Vasko Popa, Selected Poems (1969)
Translated by Anne Pennington, introduction by Ted Hughes
Vasko Popa (Serbian Cyrillic: Васко Попа) (June 29, 1922 – January 5, 1991) was a Yugoslav poet of Romanian descent.
Popa was born in the village of Grebenac, Vojvodina, Serbia. After finishing high school, he enrolled as a student of The Faculty of Philosophy at the Belgrade University. He continued his studies at the University of Bucharest and in Vienna. During World War II, he fought as a partisan and was imprisoned in a German concentration camp in Bečkerek (today Zrenjanin, Serbia).

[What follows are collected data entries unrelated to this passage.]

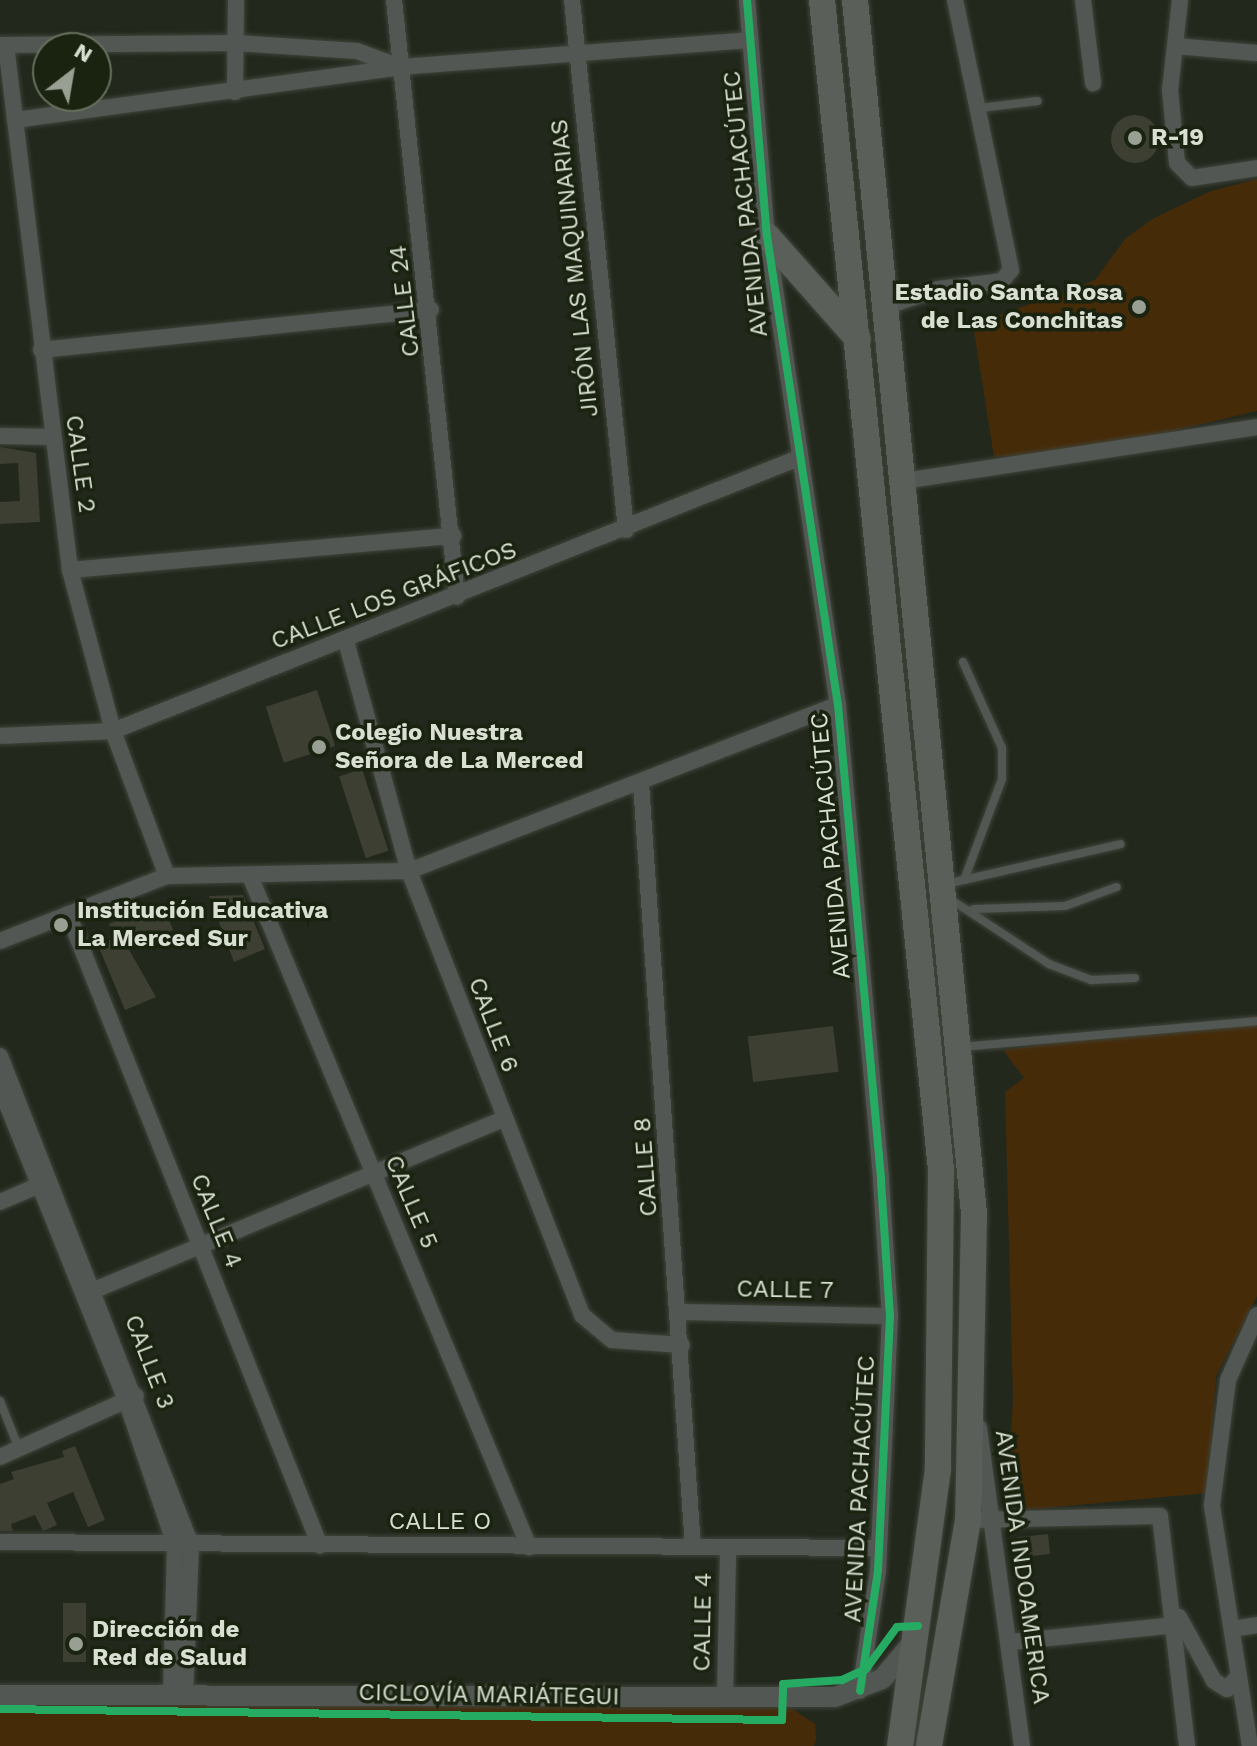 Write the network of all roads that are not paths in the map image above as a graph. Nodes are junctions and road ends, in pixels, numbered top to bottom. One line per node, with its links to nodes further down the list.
1 (236, 0): 11 (street)
2 (394, 0): 16 (street, CALLE 24)
3 (572, 0): 14 (street, JIRÓN LAS MAQUINARIAS)
4 (747, 0): 10 (street, AVENIDA PACHACÚTEC)
5 (822, 0): 26 (main road)
6 (855, 0): 24 (main road)
7 (955, 0): 20 (street)
8 (1083, 0): 17 (street)
9 (1180, 0): 13 (street)
10 (748, 40): 14 (street); 23 (street, AVENIDA PACHACÚTEC)
11 (236, 43): 12 (street); 16 (street); 18 (street)
12 (3, 45): 21 (street, CALLE 2)
13 (1175, 46): 15 (street); 22 (street)
14 (577, 53): 16 (street); 33 (street, JIRÓN LAS MAQUINARIAS)
15 (1257, 53)
16 (400, 67): 18 (street); 25 (street, CALLE 24)
17 (1093, 83)
18 (235, 92): 21 (street)
19 (1038, 101): 20 (lane)
20 (980, 108): 24 (street)
21 (15, 120): 27 (street, CALLE 2)
22 (1257, 168)
23 (767, 236): 26 (main road); 31 (street, AVENIDA PACHACÚTEC)
24 (885, 307): 32 (main road)
25 (431, 310): 27 (street); 34 (street, CALLE 24)
26 (858, 339): 67 (main road)
27 (41, 350): 30 (street, CALLE 2)
28 (1256, 428): 32 (street)
29 (0, 436): 30 (street)
30 (51, 437): 35 (street, CALLE 2)
31 (796, 459): 33 (street, CALLE LOS GRÁFICOS); 39 (street, AVENIDA PACHACÚTEC)
32 (904, 481): 47 (main road)
33 (626, 530): 36 (street, CALLE LOS GRÁFICOS)
34 (453, 536): 35 (street); 36 (street, CALLE 24)
35 (70, 570): 40 (street, CALLE 2)
36 (457, 597): 37 (street, CALLE LOS GRÁFICOS)
37 (346, 641): 40 (street, CALLE LOS GRÁFICOS); 44 (street, CALLE 6)
38 (963, 662): 47 (lane)
39 (838, 705): 42 (street); 65 (street, AVENIDA PACHACÚTEC)
40 (113, 731): 41 (street, CALLE LOS GRÁFICOS); 45 (street, CALLE 2)
41 (0, 736)
42 (641, 783): 44 (street); 63 (street, CALLE 8)
43 (1120, 844): 47 (lane)
44 (409, 871): 46 (street); 57 (street, CALLE 6)
45 (167, 876): 46 (street); 50 (street)
46 (250, 876): 58 (street, CALLE 5)
47 (952, 887): 49 (lane); 54 (main road)
48 (1117, 887): 49 (lane)
49 (973, 909): 52 (lane)
50 (68, 914): 51 (street); 61 (street, CALLE 4)
51 (0, 941)
52 (1135, 978)
53 (1257, 1021): 54 (lane)
54 (961, 1047): 68 (main road)
55 (0, 1056): 59 (street, CALLE 3)
56 (0, 1087): 59 (street, CALLE 3)
57 (504, 1119): 58 (street); 66 (street, CALLE 6)
58 (373, 1174): 61 (street); 77 (street, CALLE 5)
59 (45, 1183): 60 (street); 62 (street, CALLE 3)
60 (0, 1202)
61 (200, 1246): 62 (street); 76 (street, CALLE 4)
62 (89, 1292): 69 (street, CALLE 3)
63 (680, 1312): 65 (street, CALLE 7); 66 (street, CALLE 8)
64 (1257, 1315): 84 (street)
65 (890, 1316): 80 (street, AVENIDA PACHACÚTEC)
66 (682, 1345): 78 (street, CALLE 8)
67 (940, 1350): 68 (main road); 85 (main road)
68 (974, 1353): 73 (main road)
69 (132, 1398): 71 (street); 75 (street, CALLE 3)
70 (0, 1401): 71 (lane)
71 (19, 1449): 72 (street)
72 (0, 1457)
73 (981, 1519): 81 (street); 86 (street, AVENIDA INDOAMERICA); 94 (main road)
74 (0, 1542): 75 (street, CALLE O)
75 (183, 1545): 76 (street, CALLE O); 90 (street, CALLE 3)
76 (320, 1546): 77 (street, CALLE O)
77 (529, 1547): 78 (street, CALLE O)
78 (693, 1547): 79 (street, CALLE O)
79 (728, 1548): 80 (street, CALLE O); 91 (street, CALLE 4)
80 (879, 1548): 88 (street, AVENIDA PACHACÚTEC)
81 (1173, 1600): 82 (street); 87 (street)
82 (1175, 1625): 86 (street); 96 (street)
83 (1257, 1625): 84 (street)
84 (1232, 1629): 87 (street)
85 (917, 1634): 88 (street); 93 (main road)
86 (1011, 1642): 95 (street, AVENIDA INDOAMERICA)
87 (1239, 1675): 92 (street)
88 (860, 1691): 91 (street)
89 (0, 1695): 90 (street)
90 (178, 1697): 91 (street)
91 (725, 1697)
92 (1252, 1744)
93 (900, 1746)
94 (929, 1746)
95 (1022, 1746)
96 (1183, 1746)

After the war, in 1949, Popa graduated from the Romanic group of Faculty of Philosophy at Belgrade University. He published his first poems in the magazines Književne novine (Literary Magazine) and daily Borba (Struggle).

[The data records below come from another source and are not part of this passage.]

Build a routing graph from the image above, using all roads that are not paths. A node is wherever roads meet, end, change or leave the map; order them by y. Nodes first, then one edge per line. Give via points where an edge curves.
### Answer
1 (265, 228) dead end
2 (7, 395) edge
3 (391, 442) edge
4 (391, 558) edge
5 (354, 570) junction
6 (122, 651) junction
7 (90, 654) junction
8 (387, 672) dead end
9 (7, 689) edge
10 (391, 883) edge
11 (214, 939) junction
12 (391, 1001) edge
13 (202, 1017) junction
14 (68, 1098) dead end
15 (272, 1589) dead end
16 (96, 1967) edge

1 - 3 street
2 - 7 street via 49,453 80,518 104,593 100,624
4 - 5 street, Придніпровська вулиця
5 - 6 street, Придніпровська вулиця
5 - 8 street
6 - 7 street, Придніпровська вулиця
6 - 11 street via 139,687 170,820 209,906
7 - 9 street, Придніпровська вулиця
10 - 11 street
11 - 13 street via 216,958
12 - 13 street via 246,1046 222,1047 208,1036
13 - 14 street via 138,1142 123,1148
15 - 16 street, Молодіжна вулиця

From 1954 until 1979 he was the editor of the publishing house Nolit. In 1953 he published his first major verse collection, Kora (Bark). His other important work included Nepočin-polje (Field of No Rest, 1956), Sporedno nebo (Secondary Heaven, 1968), Uspravna zemlja (Earth Erect, 1972), Vučja so (Wolf’s Salt. 1975), and Od zlata jabuka (The Golden Apple, 1978), an anthology of Serbian folk literature. His Collected Poems, 1943–76, a compilation in English translation, appeared in 1978, with an introduction by the British poet Ted Hughes.
On May 29, 1972 Vasko Popa founded “The Literary Municipality Vršac” and originated a library of postcards, called Slobodno lišće (Free Leaves). In the same year, he was elected to become a member of Serbian Academy of Sciences and Arts.
Vasko Popa is one of the founders of Vojvodina Academy of Sciences and Arts, established on December 14, 1979 in Novi Sad. He is the first laureate of the Branko’s award (Brankova nagrada) for poetry, established in the honour of the poet Branko Radičević. In the year 1957 Popa received another award for poetry, Zmaj’s Award (Zmajeva nagrada), which honours the poet Jovan Jovanović Zmaj. In 1968 Popa received the Austrian state award for European literature. In 1976 he received the Branko Miljković poetry award, in 1978 the Yugoslav state AVNOJ Award, and in 1983 the literary award Skender Kulenović.
In 1995, the town of Vršac established a poetry award named after Vasko Popa. It is awarded annually for the best book of poetry published in Serbian language. The award ceremony is held on the day of Popa’s birthday, 29 June.
Vasko Popa died on January 5, 1991 in Belgrade and is buried in the Aisle of the Deserving Citizens in Belgrade’s New Cemetery.
Vasko Popa wrote in a succinct modernist style that owed more to French surrealism and Serbian folk traditions than to the Socialist Realism that dominated Eastern European literature after World War II. He created a unique poetic language that combines a modern form with old, oral folk traditions of Serbia – epic poems, stories, myths, riddles, etc. In his work, earthly and legendary mix, the myths come to surface from the collective subconscious, the inheritance and everyday are in constant interplay.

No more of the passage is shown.